■ **Problem description**
Search for the word "Write" in the entries. Each line that holds it should be copied.

=== Excerpted data ===

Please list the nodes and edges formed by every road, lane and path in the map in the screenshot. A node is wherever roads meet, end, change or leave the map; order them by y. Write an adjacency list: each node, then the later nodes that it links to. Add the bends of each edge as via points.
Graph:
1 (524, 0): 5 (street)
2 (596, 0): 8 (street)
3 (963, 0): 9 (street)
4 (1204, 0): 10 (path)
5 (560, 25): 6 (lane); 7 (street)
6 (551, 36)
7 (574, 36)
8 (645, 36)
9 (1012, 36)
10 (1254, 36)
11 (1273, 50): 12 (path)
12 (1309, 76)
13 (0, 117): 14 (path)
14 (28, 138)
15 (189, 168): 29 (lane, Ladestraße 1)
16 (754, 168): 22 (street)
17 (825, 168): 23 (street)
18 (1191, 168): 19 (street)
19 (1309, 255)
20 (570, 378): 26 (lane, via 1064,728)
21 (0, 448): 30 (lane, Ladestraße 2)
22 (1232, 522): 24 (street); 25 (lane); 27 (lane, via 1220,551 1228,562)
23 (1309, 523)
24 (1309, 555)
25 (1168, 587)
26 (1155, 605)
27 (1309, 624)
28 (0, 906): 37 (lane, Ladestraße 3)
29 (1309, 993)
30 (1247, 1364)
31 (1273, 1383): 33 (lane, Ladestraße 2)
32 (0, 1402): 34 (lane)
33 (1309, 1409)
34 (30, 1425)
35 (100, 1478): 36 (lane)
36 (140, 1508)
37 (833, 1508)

===
=== Excerpted data ===

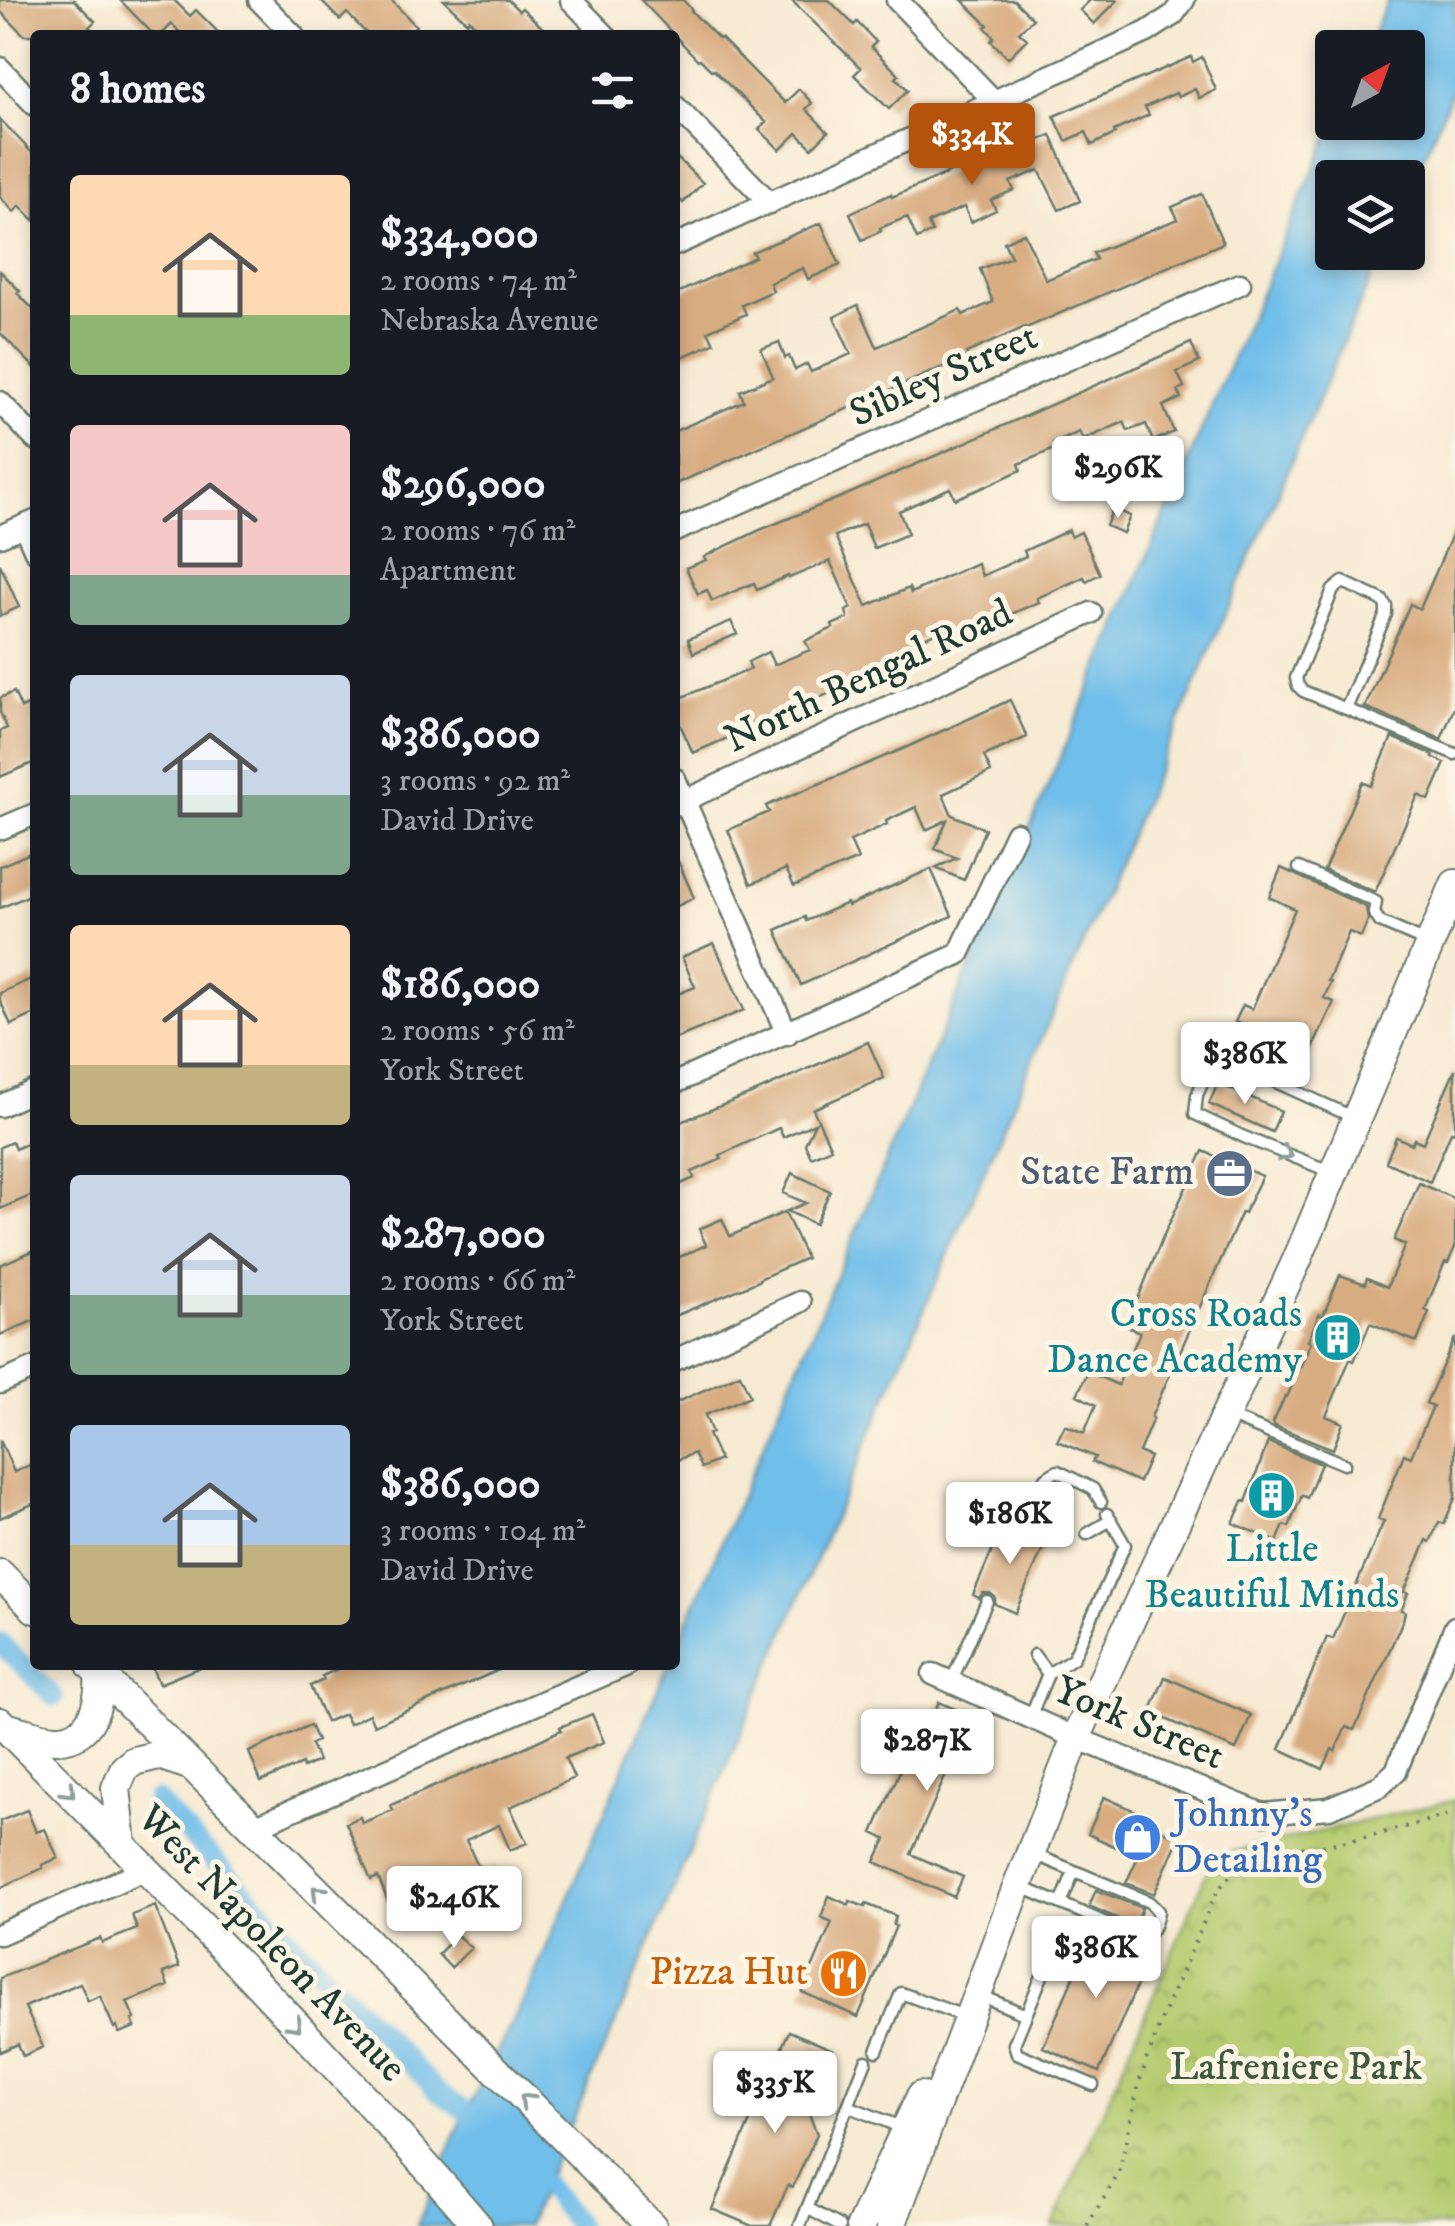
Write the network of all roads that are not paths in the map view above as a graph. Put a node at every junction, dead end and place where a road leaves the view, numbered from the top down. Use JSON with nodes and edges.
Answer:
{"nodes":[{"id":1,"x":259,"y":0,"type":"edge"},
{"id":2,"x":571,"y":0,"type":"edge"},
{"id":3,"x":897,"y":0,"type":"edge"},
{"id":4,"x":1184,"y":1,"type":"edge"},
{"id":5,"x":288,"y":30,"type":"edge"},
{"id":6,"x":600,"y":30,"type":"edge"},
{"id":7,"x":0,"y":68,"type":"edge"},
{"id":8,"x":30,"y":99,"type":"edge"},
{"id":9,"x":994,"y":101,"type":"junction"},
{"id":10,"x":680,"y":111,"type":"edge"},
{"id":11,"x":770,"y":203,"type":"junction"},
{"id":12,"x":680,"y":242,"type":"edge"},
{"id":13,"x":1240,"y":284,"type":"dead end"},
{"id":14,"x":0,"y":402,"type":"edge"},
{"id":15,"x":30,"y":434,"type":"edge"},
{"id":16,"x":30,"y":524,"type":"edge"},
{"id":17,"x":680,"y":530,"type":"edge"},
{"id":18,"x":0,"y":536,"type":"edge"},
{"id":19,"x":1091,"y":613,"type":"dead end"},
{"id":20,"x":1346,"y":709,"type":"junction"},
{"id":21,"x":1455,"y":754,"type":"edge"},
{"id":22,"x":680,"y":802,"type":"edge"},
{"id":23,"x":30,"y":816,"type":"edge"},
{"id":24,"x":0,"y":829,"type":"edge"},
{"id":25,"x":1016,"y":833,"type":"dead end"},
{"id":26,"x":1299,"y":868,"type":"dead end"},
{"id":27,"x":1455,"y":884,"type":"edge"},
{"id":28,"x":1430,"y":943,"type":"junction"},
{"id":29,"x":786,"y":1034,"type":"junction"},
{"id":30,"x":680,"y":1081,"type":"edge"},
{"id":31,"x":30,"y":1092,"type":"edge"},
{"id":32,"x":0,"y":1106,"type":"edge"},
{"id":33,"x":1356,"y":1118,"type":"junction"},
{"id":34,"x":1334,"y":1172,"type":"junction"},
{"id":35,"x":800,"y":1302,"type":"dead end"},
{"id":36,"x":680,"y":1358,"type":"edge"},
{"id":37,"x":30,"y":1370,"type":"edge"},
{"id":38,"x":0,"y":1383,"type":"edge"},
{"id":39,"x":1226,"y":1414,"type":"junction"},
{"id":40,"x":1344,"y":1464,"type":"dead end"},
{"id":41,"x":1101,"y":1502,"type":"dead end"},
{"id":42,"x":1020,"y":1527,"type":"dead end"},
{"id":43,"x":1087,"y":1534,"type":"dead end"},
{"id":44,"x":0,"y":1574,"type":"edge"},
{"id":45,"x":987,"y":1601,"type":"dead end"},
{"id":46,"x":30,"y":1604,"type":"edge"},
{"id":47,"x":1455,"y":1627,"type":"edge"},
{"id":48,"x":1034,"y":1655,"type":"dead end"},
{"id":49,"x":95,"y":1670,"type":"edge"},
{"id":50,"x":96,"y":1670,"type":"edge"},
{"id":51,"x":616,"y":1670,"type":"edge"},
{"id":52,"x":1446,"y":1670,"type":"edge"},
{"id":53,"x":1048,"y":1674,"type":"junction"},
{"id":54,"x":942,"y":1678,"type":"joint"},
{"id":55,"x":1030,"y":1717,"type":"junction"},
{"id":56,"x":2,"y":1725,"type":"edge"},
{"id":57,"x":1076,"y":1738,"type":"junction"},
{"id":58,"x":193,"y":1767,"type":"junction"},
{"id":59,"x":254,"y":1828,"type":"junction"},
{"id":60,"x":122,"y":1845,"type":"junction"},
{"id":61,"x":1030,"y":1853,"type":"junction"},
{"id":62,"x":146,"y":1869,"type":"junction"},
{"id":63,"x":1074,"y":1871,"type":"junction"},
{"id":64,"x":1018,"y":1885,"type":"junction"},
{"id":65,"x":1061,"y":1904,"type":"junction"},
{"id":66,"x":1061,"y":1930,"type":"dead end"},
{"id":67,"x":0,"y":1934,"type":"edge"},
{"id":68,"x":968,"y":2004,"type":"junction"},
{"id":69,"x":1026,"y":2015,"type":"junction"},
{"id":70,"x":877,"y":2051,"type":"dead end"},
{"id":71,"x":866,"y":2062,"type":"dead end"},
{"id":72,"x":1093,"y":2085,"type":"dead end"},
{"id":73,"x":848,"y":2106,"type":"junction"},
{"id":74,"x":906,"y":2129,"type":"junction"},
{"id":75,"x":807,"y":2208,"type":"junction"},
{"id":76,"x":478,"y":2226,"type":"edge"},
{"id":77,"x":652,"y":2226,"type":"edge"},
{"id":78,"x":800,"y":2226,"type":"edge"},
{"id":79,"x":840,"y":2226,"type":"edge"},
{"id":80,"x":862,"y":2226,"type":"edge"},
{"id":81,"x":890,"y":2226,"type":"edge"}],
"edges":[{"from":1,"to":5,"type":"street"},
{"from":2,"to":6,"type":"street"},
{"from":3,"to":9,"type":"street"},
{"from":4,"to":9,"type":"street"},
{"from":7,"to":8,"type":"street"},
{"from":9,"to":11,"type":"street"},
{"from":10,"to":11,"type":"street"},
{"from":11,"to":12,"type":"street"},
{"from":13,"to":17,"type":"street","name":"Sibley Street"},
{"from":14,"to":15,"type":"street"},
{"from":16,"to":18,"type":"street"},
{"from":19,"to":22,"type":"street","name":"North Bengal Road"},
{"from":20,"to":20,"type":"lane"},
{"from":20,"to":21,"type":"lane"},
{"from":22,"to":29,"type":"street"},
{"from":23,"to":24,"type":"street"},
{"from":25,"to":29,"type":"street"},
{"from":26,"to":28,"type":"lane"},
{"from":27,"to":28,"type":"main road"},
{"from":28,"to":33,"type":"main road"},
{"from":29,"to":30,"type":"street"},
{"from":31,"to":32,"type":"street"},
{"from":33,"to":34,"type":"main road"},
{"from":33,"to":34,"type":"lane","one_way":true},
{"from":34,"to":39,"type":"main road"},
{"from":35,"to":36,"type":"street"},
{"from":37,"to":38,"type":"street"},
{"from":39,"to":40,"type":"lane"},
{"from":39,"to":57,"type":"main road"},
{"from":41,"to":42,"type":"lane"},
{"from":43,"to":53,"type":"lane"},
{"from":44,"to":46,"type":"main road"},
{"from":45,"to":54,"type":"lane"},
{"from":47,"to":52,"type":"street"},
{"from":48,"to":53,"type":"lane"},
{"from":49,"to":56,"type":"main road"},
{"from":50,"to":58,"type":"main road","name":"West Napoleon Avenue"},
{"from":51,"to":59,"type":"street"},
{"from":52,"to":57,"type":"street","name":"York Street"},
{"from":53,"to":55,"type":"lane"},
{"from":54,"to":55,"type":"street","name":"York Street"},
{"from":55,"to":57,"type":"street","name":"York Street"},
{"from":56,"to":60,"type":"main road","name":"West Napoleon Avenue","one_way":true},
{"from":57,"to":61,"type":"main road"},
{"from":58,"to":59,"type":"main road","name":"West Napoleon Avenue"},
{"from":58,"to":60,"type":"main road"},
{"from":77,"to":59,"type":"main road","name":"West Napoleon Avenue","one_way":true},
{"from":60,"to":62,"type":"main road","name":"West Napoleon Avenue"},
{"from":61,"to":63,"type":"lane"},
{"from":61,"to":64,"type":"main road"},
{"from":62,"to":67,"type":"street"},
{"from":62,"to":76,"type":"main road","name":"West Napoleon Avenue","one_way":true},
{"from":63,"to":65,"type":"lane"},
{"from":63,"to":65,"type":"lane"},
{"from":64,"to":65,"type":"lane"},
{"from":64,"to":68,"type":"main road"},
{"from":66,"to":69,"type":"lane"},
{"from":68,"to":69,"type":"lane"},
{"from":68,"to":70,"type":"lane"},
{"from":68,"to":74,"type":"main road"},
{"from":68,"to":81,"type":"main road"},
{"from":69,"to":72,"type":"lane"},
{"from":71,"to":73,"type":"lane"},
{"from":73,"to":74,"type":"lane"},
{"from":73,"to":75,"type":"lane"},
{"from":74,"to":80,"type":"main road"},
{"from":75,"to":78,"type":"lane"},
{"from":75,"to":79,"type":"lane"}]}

===

■ **Answer below**
Please list the nodes and edges formed by every road, lane and path in the map in the screenshot. A node is wherever roads meet, end, change or leave the map; order them by y. Write an adjacency list: each node, then the later nodes that it links to. Add the bends of each edge as via points.
Write the network of all roads that are not paths in the map view above as a graph. Put a node at every junction, dead end and place where a road leaves the view, numbered from the top down. Use JSON with nodes and edges.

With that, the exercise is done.